First, we have <math>\log L(\theta; \vec{x}, Z)</math>. This is just the log likelihood function that we've seen plenty of times throughout the class. It is a function of <math>\theta</math>, <math>\vec{x}</math>, and <math>Z</math>, though <math>\vec{x}</math> and <math>Z</math> are considered fixed, and <math>\theta</math> is the only argument of interest (that's what the semicolon is supposed to represent). We know <math>\vec{x}</math>, because it's a set of observed data, but we don't know <math>Z</math>. But then how is <math>Z</math> fixed? That's where the expectation comes in. Remember that an expectation is really just an integral, and we can see from the subscript on the expectation that <math>Z</math> is the variable of integration.

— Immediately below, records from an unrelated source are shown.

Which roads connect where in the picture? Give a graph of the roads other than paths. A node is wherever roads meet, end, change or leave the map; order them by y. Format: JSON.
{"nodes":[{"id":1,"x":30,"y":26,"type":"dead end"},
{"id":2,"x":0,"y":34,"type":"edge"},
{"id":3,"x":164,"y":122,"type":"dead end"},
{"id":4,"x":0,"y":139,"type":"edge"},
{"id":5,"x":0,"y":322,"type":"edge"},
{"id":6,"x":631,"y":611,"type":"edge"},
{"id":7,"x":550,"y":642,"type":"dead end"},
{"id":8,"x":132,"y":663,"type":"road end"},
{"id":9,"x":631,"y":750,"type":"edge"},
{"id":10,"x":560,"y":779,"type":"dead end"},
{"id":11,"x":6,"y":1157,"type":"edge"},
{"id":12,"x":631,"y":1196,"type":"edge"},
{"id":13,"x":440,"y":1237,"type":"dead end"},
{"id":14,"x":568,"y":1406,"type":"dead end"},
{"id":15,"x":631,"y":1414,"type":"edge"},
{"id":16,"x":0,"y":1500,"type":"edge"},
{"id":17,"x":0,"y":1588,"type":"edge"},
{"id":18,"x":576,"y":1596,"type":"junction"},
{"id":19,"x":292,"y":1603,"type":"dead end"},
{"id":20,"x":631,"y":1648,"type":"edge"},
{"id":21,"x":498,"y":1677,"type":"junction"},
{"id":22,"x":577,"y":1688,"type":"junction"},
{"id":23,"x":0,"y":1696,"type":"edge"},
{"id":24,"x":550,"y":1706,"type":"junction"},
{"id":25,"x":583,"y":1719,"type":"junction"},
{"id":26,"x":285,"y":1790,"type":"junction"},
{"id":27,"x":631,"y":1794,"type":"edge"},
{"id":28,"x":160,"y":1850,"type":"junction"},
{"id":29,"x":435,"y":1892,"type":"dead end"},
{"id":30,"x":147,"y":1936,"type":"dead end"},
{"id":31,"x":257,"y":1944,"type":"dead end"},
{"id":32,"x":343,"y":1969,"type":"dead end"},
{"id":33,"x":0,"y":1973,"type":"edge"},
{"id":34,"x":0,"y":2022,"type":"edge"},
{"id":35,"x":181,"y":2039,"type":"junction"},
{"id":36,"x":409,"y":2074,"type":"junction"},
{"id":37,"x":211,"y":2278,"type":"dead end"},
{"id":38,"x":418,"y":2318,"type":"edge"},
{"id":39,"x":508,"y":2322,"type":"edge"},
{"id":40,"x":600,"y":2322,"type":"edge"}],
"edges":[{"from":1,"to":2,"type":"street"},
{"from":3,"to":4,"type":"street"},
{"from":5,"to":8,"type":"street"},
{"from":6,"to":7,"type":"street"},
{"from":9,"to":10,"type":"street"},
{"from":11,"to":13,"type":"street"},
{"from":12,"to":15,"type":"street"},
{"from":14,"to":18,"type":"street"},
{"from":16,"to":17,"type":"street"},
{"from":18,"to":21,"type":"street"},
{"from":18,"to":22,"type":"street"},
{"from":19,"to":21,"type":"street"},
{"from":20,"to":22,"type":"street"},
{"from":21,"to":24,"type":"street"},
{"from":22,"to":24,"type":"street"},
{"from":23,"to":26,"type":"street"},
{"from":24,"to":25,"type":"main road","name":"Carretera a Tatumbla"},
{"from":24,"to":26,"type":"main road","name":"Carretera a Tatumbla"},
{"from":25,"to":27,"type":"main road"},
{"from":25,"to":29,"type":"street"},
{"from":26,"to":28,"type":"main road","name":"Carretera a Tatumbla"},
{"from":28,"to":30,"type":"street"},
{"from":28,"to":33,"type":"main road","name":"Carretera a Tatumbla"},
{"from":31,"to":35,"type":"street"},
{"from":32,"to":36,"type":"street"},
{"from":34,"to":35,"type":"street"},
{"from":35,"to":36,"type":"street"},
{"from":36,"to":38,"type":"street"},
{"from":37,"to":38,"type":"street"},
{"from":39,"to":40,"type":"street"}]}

So, for any particular point in the integration, <math>Z</math> is fixed, and our log likelihood function makes sense.

So why are we taking an expectation with respect to <math>Z|\vec{x},\theta^t</math>? Because we don't know <math>Z</math>, so we have to average it out somehow. Bayesian methods do some kind of sampling; here we just take an expected value (conditioned on the things that we know, which is the data and our current estimates of the parameters). It turns out that EM can actually give you a probability distribution over <math>Z</math>, just not over <math>\theta</math>, but we don't really need to worry about that here.

Ok, so, computing this equation gives us the log likelihood function of the *parameters* given the data and the previous estimation of the parameters. Doing the calculations necessary for this equation constitutes the E-step mentioned above (if you were to look at the equations on Wikipedia for the Gaussian mixture model, you could convince yourself that this is true - in order to find the log likelihood that's desired, you have to sum over the data). Once we have found <math>Q(\theta|\theta^t)</math>, we can maximize it with respect to <math>\theta</math>:

<math>\theta^{t+1} = \mathrm{argmax}_\theta Q(\theta|\theta^t)</math>

This is the M-step. We are just re-estimating the parameters given the expected log likelihood function that we calculated previously. It hopefully is pretty clear how this relates to the specific M-step described above.

Now that we know the equations, we could go through the example again with the exact math, but Wikipedia does it better than I could, so I just refer you to that page again.

You have a Gaussian Mixture Model with two Gaussians. The variables are distributed as follows:

<math>X_i|Z_i=1\ \sim\ Normal(\mu_1, \Sigma_1)</math>

<math>X_i|Z_i=2\ \sim\ Normal(\mu_2, \Sigma_2)</math>

<math>P(Z_i = 1) = \tau</math>

<math>P(Z_i = 2) = 1 - \tau</math>

All <math>X_i</math> are observed, all <math>Z_i</math> are unobserved. Derive the formula <math>Q(\theta|\theta^t)</math>. Then derive the maximum likelihood update to that formula, thus giving you the new parameters <math>\theta^{t+1}</math>.